Output exactly the lines between the one holding "Turn all roads" and the last line of the data below, both of those lines included.

********************

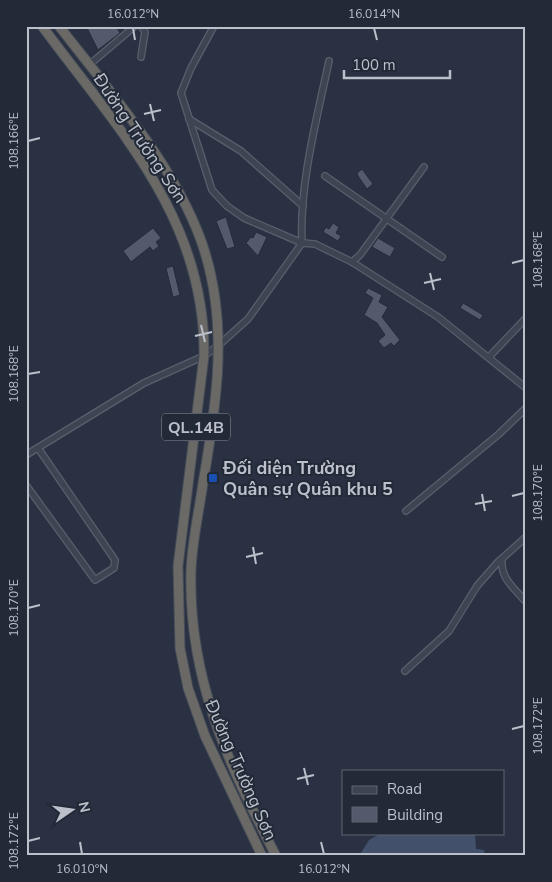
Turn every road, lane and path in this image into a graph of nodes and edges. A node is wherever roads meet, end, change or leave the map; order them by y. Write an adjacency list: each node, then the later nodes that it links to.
1 (42, 26): 19 (highway, Đường Trường Sơn / QL.14B)
2 (59, 26): 8 (highway, Đường Trường Sơn / QL.14B)
3 (141, 26): 6 (street)
4 (214, 26): 9 (street)
5 (131, 27): 8 (street)
6 (141, 57)
7 (329, 60): 12 (street)
8 (89, 65): 18 (highway, Đường Trường Sơn / QL.14B)
9 (189, 119): 12 (street); 14 (street)
10 (424, 167): 13 (street)
11 (325, 176): 13 (street)
12 (303, 206): 14 (street)
13 (386, 218): 15 (street); 16 (street)
14 (302, 243): 16 (street); 18 (street)
15 (442, 257)
16 (352, 262): 20 (street)
17 (526, 318): 20 (street)
18 (219, 345): 19 (street); 32 (highway, Đường Trường Sơn / QL.14B)
19 (204, 356): 23 (street); 31 (highway, Đường Trường Sơn / QL.14B)
20 (488, 357): 21 (street)
21 (526, 388)
22 (526, 408): 26 (street)
23 (38, 448): 24 (street); 25 (street)
24 (26, 455)
25 (26, 485)
26 (406, 511)
27 (526, 537): 28 (street)
28 (502, 558): 29 (street); 30 (street)
29 (526, 602)
30 (405, 671)
31 (262, 856)
32 (276, 856)

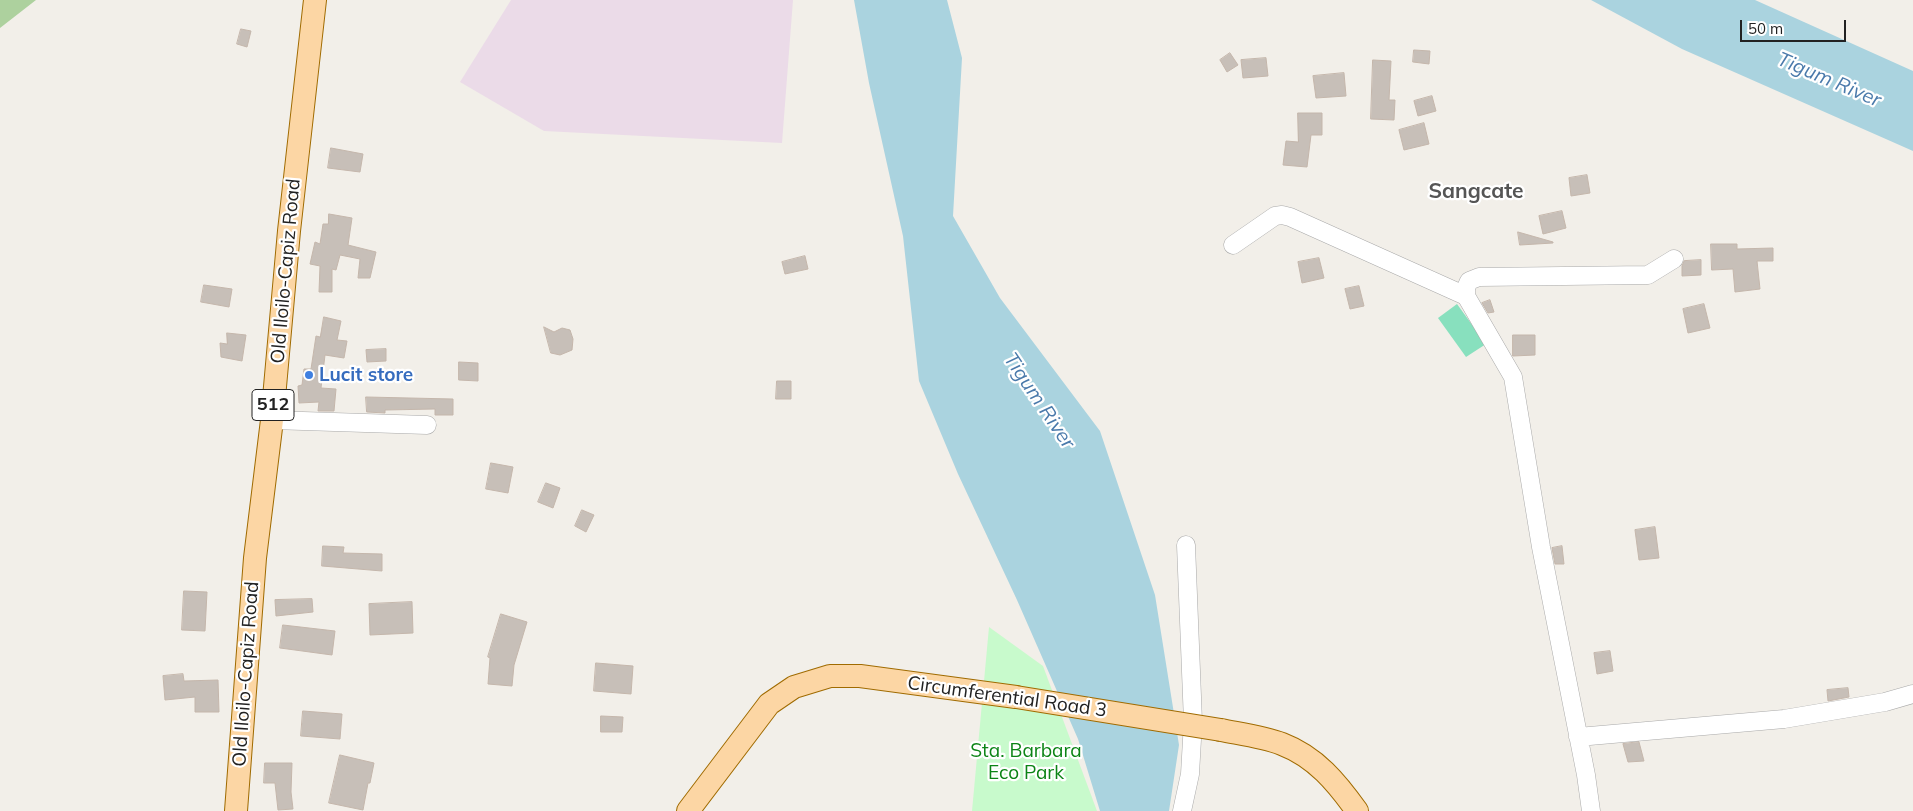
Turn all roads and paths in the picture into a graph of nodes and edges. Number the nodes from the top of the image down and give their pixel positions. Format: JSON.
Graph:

********************

### Answer space
Turn all roads and paths in the picture into a graph of nodes and edges. Number the nodes from the top of the image down and give their pixel positions. Format: JSON.
Graph:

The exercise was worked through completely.